= Hiranmayee Mishra =

Indian novelist and poet

Hiranmayee Mishra is a novelist and poet from Bhubaneswar, Odisha, India.

== Life ==
Mishra was born to novelist Madan Mohan Mishra and Anasuya Mishra. She has two older brothers and a younger one. Her elder sister, Chinmayee Sarangi, is also a writer. She is an alumnus of Utkal University. She had completed her PhD from University of York, England, UK. Mishra teaches Political Science and Women's Studies at the Udayanath Autonomous College of Science & Technology, Adaspur, Cuttack. She is a novelist and poet and also the director of Centre for Women's Studies.

== Books ==
Her literary works include:

- Gotie Barsaratira Kahani
- Prathama
- Kinnarira Kabya
- Nila Rangara Nisha
- Basnayita Rati
- Kete Dure Mora Priya Desha (travelogue)
- Bibhorbela (poetry)
- Megha Pakhira Geeta (novel)
- Anyatama Priyatama(Novel)
- Gotie sakala Pain(Novel)
- kalijai o annyanya kahani
- Ratira Sathi
- Hiranmayee Mishranka Prema katha
- Gotie pahadara prema katha
- Rati
- Translation of Illeana Citaristi' s autobiography ' Gotie janama, duiti jeebana'
- Barnaliara kete ranga ( Essay Collection)
- Kinnara ( Edited volume)
- Besya ( Edited volume)

She has written a book titled, Negotiating privately for an effective role in public space: A case study of women in panchayats of Orissa (2013).

== Recognition ==
In 2007, she was awarded a fellowship by International Ford Foundation, USA which took her to UK for three years to pursue a PhD in Women's Studies in University of York, England, On her coming back in 2011, she was awarded Timepass Booker Award for her story collection, Ratira Sathi.
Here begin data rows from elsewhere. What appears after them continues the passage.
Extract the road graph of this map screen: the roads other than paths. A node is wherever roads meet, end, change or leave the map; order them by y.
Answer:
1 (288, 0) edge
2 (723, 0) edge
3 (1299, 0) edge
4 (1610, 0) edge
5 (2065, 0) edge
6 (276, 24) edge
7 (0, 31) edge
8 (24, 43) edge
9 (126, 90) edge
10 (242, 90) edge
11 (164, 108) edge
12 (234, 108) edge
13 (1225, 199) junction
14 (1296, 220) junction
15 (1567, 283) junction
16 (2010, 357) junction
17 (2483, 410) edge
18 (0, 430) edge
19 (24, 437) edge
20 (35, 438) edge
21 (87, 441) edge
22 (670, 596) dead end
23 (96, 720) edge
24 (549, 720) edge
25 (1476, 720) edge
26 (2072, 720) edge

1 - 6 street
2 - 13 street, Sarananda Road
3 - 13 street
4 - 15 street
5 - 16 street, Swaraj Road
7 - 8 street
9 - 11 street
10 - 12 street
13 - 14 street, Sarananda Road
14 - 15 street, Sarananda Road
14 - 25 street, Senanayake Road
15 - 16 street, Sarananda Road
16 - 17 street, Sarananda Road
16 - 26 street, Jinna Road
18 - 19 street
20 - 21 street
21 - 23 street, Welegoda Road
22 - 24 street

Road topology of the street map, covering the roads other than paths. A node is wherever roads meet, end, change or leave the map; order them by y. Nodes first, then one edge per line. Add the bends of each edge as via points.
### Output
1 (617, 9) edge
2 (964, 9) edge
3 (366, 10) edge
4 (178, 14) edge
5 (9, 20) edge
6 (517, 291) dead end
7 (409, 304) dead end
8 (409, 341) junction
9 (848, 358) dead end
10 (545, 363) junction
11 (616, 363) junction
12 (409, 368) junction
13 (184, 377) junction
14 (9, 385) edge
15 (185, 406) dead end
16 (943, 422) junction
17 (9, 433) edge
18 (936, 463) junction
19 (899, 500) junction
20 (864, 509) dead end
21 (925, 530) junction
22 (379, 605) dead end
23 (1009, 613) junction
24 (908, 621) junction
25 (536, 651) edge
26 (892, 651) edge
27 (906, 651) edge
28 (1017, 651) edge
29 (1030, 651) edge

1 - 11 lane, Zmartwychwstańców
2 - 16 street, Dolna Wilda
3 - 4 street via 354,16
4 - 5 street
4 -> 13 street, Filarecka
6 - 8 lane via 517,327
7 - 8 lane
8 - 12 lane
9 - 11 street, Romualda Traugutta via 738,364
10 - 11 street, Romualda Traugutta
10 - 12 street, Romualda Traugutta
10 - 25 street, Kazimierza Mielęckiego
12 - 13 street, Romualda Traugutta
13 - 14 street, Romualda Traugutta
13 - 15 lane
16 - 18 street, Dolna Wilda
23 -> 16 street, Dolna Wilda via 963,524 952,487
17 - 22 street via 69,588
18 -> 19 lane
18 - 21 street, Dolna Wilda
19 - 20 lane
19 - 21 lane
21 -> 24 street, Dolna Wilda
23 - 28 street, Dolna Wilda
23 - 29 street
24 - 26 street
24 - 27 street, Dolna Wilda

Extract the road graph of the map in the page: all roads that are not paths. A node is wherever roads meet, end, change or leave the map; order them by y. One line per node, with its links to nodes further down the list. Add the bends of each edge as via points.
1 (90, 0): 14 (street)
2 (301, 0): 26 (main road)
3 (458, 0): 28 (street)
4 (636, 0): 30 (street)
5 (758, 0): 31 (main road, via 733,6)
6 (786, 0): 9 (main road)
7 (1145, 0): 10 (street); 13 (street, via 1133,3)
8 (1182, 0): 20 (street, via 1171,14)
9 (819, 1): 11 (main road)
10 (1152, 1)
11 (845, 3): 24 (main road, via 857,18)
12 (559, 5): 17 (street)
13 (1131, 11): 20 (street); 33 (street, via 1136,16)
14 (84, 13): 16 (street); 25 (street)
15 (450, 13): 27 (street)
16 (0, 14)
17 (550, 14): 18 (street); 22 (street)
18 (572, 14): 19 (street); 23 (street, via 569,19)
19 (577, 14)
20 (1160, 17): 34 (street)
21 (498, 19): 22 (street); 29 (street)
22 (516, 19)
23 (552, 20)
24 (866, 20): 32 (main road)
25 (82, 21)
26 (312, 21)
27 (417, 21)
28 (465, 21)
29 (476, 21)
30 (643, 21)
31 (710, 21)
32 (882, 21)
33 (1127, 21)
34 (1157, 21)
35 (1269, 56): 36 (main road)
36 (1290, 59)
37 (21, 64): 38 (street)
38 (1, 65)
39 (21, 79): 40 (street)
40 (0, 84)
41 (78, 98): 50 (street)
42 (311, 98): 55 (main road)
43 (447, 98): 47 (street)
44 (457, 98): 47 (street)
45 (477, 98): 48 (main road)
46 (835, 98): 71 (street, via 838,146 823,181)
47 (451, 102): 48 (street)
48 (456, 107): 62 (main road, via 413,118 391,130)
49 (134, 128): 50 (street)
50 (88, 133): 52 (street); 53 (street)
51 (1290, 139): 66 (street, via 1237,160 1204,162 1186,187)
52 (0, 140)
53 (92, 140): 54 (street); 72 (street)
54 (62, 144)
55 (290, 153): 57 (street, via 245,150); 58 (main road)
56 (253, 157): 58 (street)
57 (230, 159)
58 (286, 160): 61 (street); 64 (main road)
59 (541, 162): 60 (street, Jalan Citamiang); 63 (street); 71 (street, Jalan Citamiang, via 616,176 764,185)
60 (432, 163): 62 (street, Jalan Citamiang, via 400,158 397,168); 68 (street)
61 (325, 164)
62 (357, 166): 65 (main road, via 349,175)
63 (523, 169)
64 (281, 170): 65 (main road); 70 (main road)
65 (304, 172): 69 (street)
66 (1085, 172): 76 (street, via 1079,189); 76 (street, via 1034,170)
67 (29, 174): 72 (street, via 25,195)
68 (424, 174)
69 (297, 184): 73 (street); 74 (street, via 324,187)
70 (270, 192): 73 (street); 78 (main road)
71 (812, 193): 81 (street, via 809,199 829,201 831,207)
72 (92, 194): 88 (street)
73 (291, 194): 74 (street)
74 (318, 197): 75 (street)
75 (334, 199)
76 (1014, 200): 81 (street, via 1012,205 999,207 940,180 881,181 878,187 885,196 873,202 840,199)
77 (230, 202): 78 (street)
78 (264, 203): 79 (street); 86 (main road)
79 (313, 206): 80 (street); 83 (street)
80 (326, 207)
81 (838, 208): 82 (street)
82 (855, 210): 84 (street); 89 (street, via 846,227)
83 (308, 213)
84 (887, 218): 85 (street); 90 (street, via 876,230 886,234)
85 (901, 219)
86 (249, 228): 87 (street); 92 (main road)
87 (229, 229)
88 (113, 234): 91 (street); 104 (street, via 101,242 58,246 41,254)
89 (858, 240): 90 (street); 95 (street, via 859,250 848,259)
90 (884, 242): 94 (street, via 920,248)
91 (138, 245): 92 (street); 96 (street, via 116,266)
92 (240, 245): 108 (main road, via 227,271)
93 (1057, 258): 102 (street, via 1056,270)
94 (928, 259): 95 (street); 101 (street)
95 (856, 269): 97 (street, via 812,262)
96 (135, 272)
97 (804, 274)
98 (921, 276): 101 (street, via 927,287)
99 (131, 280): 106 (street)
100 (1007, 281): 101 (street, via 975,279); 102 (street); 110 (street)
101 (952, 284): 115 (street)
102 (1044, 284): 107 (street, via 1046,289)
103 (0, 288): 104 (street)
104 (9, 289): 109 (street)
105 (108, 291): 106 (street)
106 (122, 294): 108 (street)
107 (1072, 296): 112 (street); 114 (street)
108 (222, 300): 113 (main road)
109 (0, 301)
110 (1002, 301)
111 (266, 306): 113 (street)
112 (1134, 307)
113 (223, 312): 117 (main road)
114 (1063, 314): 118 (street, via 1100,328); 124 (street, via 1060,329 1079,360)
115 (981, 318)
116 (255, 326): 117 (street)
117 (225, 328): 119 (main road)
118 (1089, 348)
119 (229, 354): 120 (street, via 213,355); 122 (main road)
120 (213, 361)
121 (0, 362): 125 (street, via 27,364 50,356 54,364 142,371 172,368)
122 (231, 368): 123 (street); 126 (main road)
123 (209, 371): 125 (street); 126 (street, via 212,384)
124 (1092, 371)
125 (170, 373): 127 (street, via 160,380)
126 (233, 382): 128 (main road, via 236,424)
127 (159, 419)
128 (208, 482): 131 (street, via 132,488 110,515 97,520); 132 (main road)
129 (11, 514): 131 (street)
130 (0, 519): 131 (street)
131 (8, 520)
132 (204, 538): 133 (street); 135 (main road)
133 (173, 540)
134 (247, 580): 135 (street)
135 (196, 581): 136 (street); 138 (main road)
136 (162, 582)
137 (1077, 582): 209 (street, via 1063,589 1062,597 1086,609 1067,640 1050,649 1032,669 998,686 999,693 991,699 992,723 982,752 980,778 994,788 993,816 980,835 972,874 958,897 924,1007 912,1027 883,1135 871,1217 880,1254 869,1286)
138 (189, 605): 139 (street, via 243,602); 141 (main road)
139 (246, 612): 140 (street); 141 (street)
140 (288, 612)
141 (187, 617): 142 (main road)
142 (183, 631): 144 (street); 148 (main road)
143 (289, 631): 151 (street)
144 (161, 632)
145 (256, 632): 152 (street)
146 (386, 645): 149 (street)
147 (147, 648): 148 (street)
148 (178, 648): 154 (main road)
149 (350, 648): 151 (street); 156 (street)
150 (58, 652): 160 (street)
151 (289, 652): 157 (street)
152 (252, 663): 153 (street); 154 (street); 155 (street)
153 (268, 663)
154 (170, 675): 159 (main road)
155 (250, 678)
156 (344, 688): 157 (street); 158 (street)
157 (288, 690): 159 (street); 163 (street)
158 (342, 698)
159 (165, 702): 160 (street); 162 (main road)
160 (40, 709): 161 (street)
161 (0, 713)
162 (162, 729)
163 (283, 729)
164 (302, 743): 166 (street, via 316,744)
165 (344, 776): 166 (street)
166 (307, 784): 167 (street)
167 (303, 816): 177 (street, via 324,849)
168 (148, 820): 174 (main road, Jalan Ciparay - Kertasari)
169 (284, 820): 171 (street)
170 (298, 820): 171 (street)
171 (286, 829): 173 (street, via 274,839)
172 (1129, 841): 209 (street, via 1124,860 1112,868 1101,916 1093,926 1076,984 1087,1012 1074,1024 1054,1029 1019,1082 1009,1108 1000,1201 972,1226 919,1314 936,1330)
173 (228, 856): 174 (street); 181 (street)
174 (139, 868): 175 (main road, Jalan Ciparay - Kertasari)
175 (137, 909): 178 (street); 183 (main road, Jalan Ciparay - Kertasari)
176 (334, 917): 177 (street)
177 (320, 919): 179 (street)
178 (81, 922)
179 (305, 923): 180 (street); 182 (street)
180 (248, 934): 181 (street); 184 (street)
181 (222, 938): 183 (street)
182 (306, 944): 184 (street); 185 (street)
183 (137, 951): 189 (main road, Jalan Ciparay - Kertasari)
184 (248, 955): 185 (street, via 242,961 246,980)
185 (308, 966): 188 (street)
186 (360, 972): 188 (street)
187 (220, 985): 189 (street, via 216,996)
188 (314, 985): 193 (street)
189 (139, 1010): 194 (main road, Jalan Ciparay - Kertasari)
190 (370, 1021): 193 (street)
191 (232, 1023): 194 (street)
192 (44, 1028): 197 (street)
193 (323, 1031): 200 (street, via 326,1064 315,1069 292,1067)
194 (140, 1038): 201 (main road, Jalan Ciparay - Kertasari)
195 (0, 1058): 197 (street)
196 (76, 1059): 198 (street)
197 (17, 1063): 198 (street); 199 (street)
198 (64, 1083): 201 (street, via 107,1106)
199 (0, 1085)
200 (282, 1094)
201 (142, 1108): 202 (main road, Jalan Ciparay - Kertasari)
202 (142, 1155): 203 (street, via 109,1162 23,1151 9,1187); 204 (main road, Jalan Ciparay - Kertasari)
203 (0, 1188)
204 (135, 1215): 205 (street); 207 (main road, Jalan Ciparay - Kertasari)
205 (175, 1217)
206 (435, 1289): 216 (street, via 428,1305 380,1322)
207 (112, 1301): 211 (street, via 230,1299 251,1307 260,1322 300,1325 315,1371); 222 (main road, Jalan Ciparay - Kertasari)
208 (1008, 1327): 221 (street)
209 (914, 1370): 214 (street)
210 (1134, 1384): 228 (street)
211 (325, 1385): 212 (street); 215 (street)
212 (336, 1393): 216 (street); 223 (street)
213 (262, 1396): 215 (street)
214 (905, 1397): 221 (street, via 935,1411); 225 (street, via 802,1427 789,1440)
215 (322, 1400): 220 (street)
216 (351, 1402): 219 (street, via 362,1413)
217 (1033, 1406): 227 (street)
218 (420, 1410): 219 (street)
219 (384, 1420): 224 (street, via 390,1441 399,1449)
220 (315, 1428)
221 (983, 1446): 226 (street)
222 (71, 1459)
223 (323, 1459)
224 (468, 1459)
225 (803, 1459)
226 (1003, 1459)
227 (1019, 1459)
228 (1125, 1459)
In 2018, she was awarded the Kanhei Katha Puraskar honour for her contribution to Odia fiction. Previously, she has been awarded with the Bhubaneswar Pustak Mela Fiction Award, Katha Nabaprativa Award, Bharatiya Bhasa Parishad Youth Award, Kadambini Best Fiction Award, Bhubaneswar Behera State Fiction Award, Time Pass Booker Award and others.